[Task inputs — start]

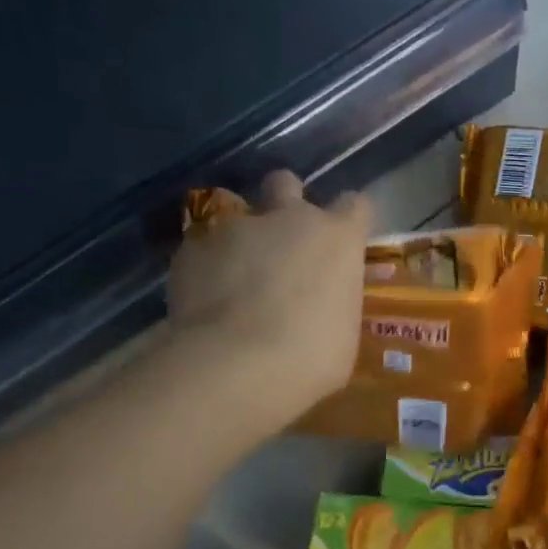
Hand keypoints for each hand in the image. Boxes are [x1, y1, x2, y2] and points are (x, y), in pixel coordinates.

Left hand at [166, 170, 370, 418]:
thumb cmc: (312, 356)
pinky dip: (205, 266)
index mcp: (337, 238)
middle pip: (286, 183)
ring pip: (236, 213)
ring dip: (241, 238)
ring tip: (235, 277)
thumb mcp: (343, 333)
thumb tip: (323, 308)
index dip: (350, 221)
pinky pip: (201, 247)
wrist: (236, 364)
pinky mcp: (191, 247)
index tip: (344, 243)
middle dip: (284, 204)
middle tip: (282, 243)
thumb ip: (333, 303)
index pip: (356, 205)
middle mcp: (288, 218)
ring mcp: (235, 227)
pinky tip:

[Task inputs — finish]

Task to carry out:
For each line of the data that includes the word "hand", return a copy of it.

Response to the exercise:
Hand keypoints for each hand in the image. Boxes are [x1, y1, x2, y2] and points are (x, y), in pixel coordinates.
Left hand at [166, 170, 370, 418]:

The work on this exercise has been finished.